身も蓋もない表現ですが、おそらくJR東日本にとっては「削減をしたい4000人」と「復職してほしい元社員」に大きな齟齬があるのだと考えています。

運輸業務をメインに行なっていた社員に対しては、非鉄道事業での収益を得るために多能化を目指し、そこに着いてこれない社員については削減を狙っていく。
運輸収入の頭打ちが見えて来ればこうした施策を打ち出すのは至極当然ですが、おそらくその過程で「辞められては困る社員」が多く離脱してしまった、というのがリアルな懐事情ではないでしょうか。

JR東日本ほどの超巨大組織になれば、部署間の仕事の割り振りや、関係性について理解するだけでも非常に労力がかかります。だからこそ、総合職社員は複数の職場を転々とし、幅広く顔を売って回っていたわけです。
ですが、コロナ禍に陥って業績が悪化した今、こうした旧来の大企業でのゼネラリスト志向に対する不安感は大きくなる一方です。専門性が身につかないまま様々な職場を転々とし、社内調整業務の力を磨いていくー。一社で勤め上げるという価値観が当たり前だった時代ならいざ知らず、JR東日本という巨大インフラでさえ感染症の流行といった外的要因で経営基盤が揺らぐ様を目の当たりにしてしまっているのです。就職活動を行なっている学生の意向としても、選社軸には「今後社会を生き抜く実力を身につけられるか」「リモートワークなど、自らの生活とのリズムを取りやすいか」といった観点が大きな割合を占めています。

「この会社に入社したらこれだけのメリットがある」ー
新卒の学生にこのメリットを提示できない企業は一気に採用力を失い、
採用のボーダーを下げるなど苦肉の策を取らざるを得ない状況に追い込まれます。

交通という社会インフラを担う企業であるが故に、決められたことを決められた通りに実施することが求められる環境(誰かが自分だけ足並みを揃えないことは危険に繋がりかねない)であったり、原則出社せざるを得ない(リモートワークへの移行が進めづらい)という環境は、コロナ禍でリモート環境が定着した今、かなり逆境に立たされているといっても良いでしょう。
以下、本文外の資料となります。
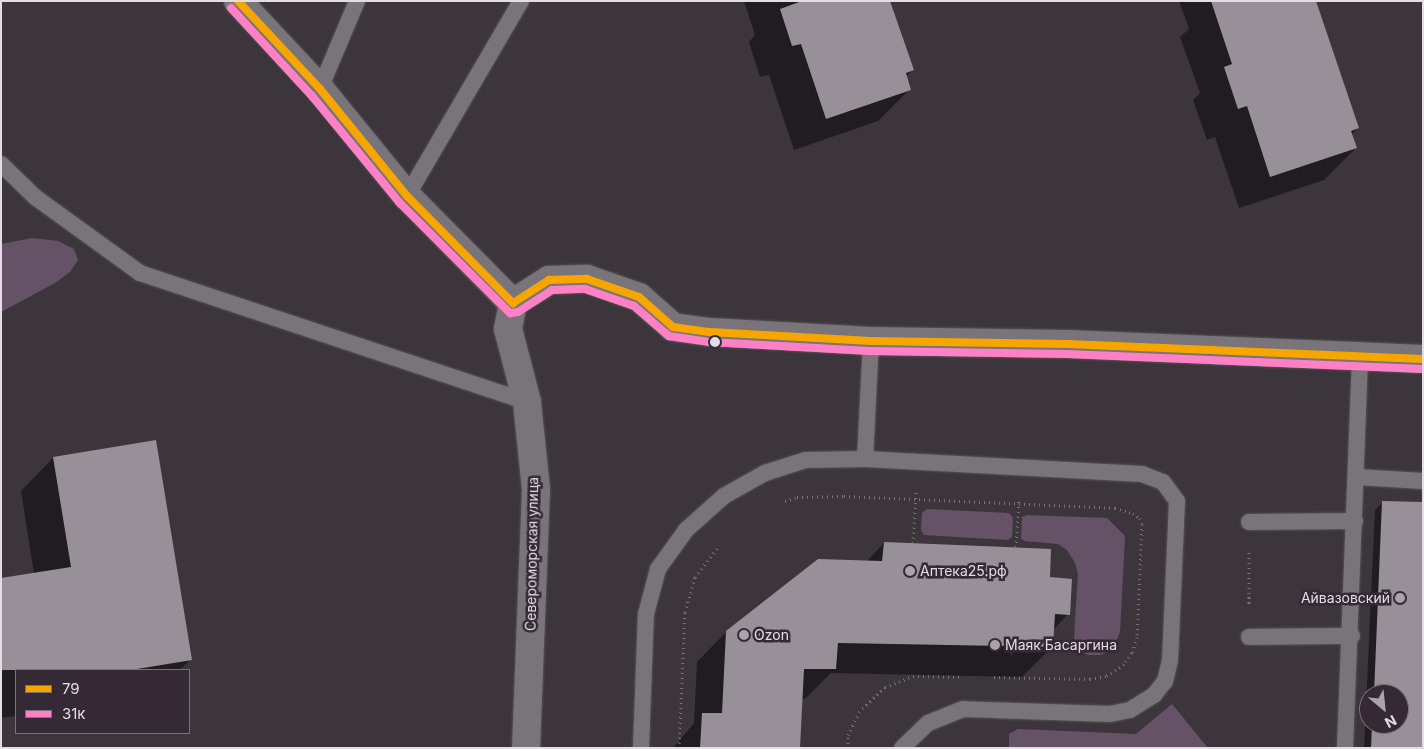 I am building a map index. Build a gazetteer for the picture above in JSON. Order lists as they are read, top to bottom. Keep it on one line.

JR東日本の現在の採用訴求力については知る由もありませんが、このタイミングでの復職制度の提示というのは、現在の市場での人材獲得における社内の深刻な課題感を感じさせます。

そもそもなぜ、自己都合退職をした社員が復職をするのか

今回のプレスリリースへの単純な感想として、そもそも自己都合退職した元社員が復職をするメリットとは?という疑問があります。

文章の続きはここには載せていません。